O papagaio tinha disneysificado a imagem de sua cidade, num relato de heróis,


castelos e princesas tropicais que tinha se exportado, e que dificultava entender
a vitória política dos monstros. Parecia como se a história do Brasil estivesse se
reconstruindo ante seus olhos, e seu povo estivesse agora constituído por
ativistas, mulheres guerreiras, coletivos LGTBI+ e movimentos antirracistas que
defendiam direitos civis e demandas identitárias sem os que não se podia
explicar a complexidade de um Brasil que não estava formulado para
principiantes. O que tinha acontecido com o seu Brasil colorido? – se
perguntava nervoso, recolocando seu chapéu-palheta e arrancando suas penas
com o pico. 

Algo se transformou na mirada do papagaio, e após um breve transtorno,


decidiu recuperar a serenidade.
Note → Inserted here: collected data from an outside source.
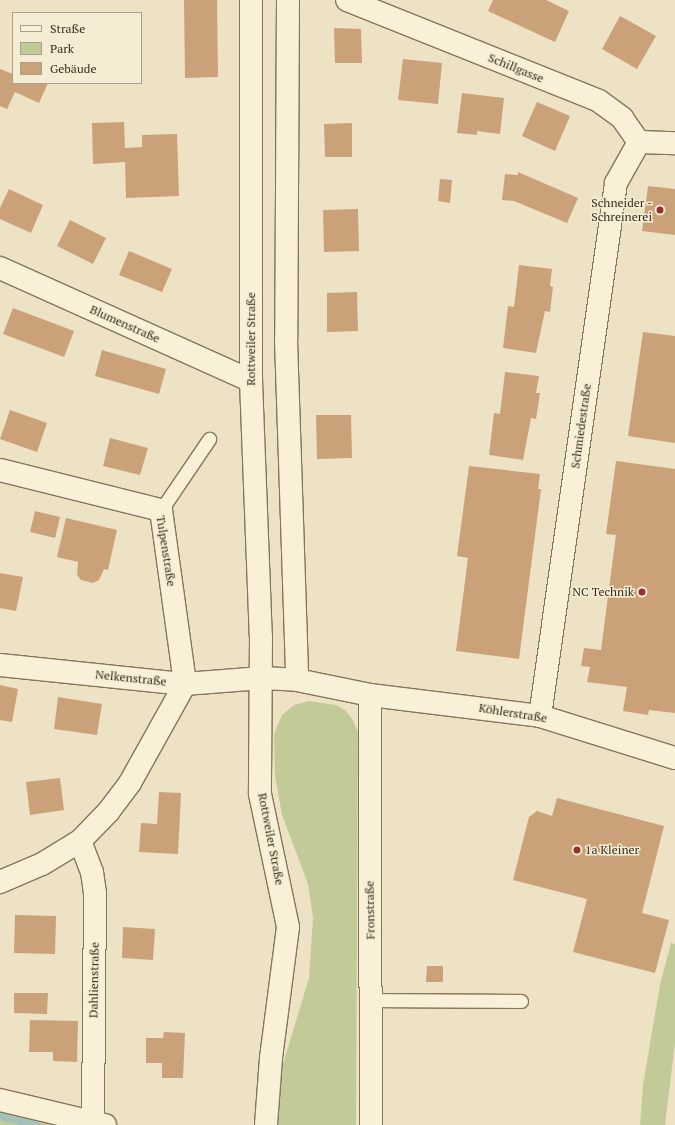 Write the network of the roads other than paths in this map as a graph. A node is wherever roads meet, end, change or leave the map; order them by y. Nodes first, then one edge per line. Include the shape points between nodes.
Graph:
1 (251, 0) edge
2 (288, 0) edge
3 (347, 0) edge
4 (639, 142) junction
5 (675, 142) edge
6 (0, 268) edge
7 (251, 381) junction
8 (209, 439) dead end
9 (0, 470) edge
10 (161, 510) junction
11 (0, 665) edge
12 (262, 678) junction
13 (297, 680) junction
14 (185, 684) junction
15 (370, 695) junction
16 (540, 716) junction
17 (675, 758) edge
18 (80, 841) junction
19 (0, 882) edge
20 (372, 1000) junction
21 (520, 1001) dead end
22 (0, 1100) edge
23 (99, 1124) edge
24 (266, 1125) edge
25 (370, 1125) edge

1 - 7 street, Rottweiler Straße
2 - 13 street via 286,340
3 - 4 street, Schillgasse via 599,101 622,118
4 - 5 street
4 - 16 street, Schmiedestraße via 616,183
6 - 7 street, Blumenstraße
7 - 12 street, Rottweiler Straße
8 - 10 lane
9 - 10 street, Tulpenstraße
10 - 14 street, Tulpenstraße
11 - 14 street, Nelkenstraße
12 - 13 street
12 - 14 street, Nelkenstraße
12 - 24 street, Rottweiler Straße via 260,794 288,927 271,1058
13 - 15 street
14 - 18 street via 130,783 109,811
15 - 16 street, Köhlerstraße
15 - 20 street, Fronstraße via 368,860
16 - 17 street, Köhlerstraße
18 - 19 street via 42,864
18 - 23 street, Dahlienstraße via 92,872 95,893
20 - 21 lane
20 - 25 street, Fronstraße
22 - 23 street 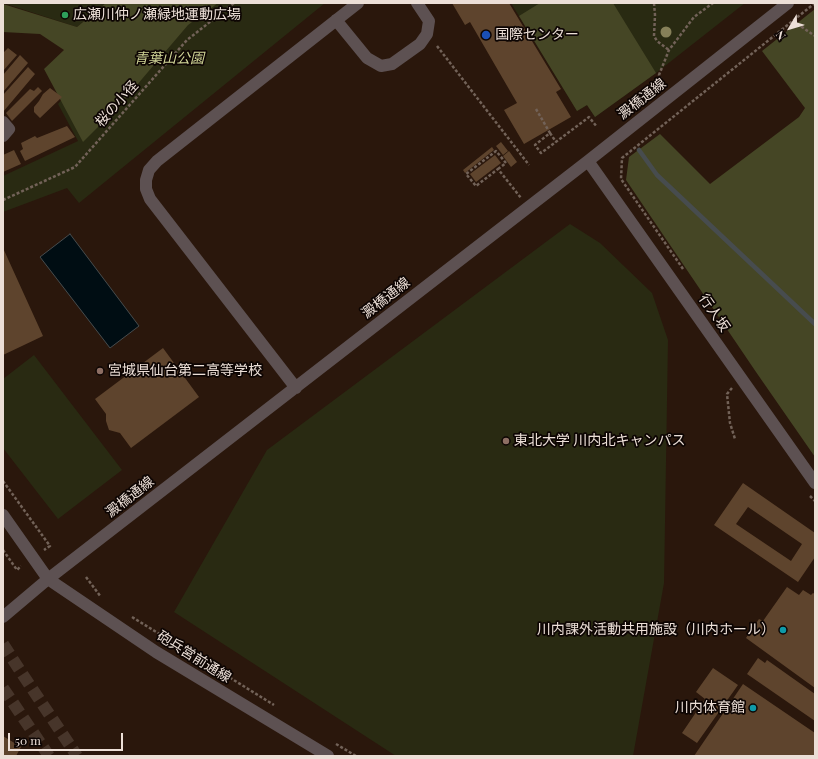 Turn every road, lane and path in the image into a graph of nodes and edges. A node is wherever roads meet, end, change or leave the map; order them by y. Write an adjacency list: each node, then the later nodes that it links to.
1 (234, 3): 25 (path, 桜の小径)
2 (358, 3): 8 (street)
3 (417, 3): 8 (street)
4 (654, 3): 12 (path)
5 (713, 3): 12 (path)
6 (788, 3): 20 (street, 澱橋通線)
7 (815, 3): 9 (path)
8 (336, 20): 26 (street)
9 (793, 21): 10 (path); 23 (path)
10 (815, 36)
11 (437, 46): 21 (path)
12 (669, 50): 13 (path)
13 (661, 80)
14 (536, 109): 17 (path)
15 (3, 122): 18 (street)
16 (597, 127): 19 (path)
17 (550, 133): 19 (path); 19 (path)
18 (3, 136)
19 (556, 142)
20 (588, 161): 26 (street, 澱橋通線); 30 (street, 行人坂)
21 (529, 165)
22 (498, 169): 22 (path); 24 (path)
23 (621, 179)
24 (511, 184)
25 (3, 200)
26 (296, 388): 36 (street, 澱橋通線)
27 (732, 388): 28 (path)
28 (735, 439)
29 (3, 481): 33 (path)
30 (815, 483)
31 (3, 515): 36 (street)
32 (3, 550): 34 (path)
33 (44, 550)
34 (21, 566)
35 (86, 577): 37 (path)
36 (48, 579): 39 (street, 澱橋通線); 42 (street, 砲兵営前通線)
37 (102, 599)
38 (128, 615): 40 (path)
39 (3, 617)
40 (274, 706)
41 (336, 743): 43 (path)
42 (328, 756)
43 (356, 756)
O pássaro abriu as asas e levantou voo até o
Copacabana Palace, aquele lugar onde tinha nascido da mão de Walt Disney há
77 anos. Necessitava refletir, agregar os tons cinzas da verdade na sua fantasia
colorida, e buscar, da mão das artes corajosas, novos espaços de resistência
contra os monstros. 

Talvez o mundo tinha acreditado nesse relato colorido de Zé Carioca, na paleta


de ilusões que um Brasil emergente oferecia, e tinham esquecido que, como toda
criança grande, o Brasil tinha pesadelos, esperneava o seu racismo e militarismo
estrutural, a sua violência assassina, as suas desigualdades patriarcais. Talvez Zé
Carioca tinha se apaixonado pela exuberância de uma terra de frutas,
marinheira e sorridente, e o mundo tinha escutado seu relato, um relato amável
ao turismo dos megaeventos esportivos, da cidade-commodity, e tinham
esquecido as vozes de seu povo que observavam a aproximação de um desfile
militar pelo Congresso. 

O voo do Zé Carioca transformou ao papagaio, e já na sua velhice atravessou um


ritual de passagem para a vida adulta. Após anos de cegueira diante da violência
de uma sociedade pós-colonial, do seu madonismo e das torturas de coturno, Zé
Carioca abriu os olhos, e se enfrentou com a parte oculta de um Brasil ferido.
Um Brasil que tinha sido fantasiado em cores tropicais e que devia agora ser
sincero, com o mundo e com ele mesmo, para vencer os tempos dos monstros.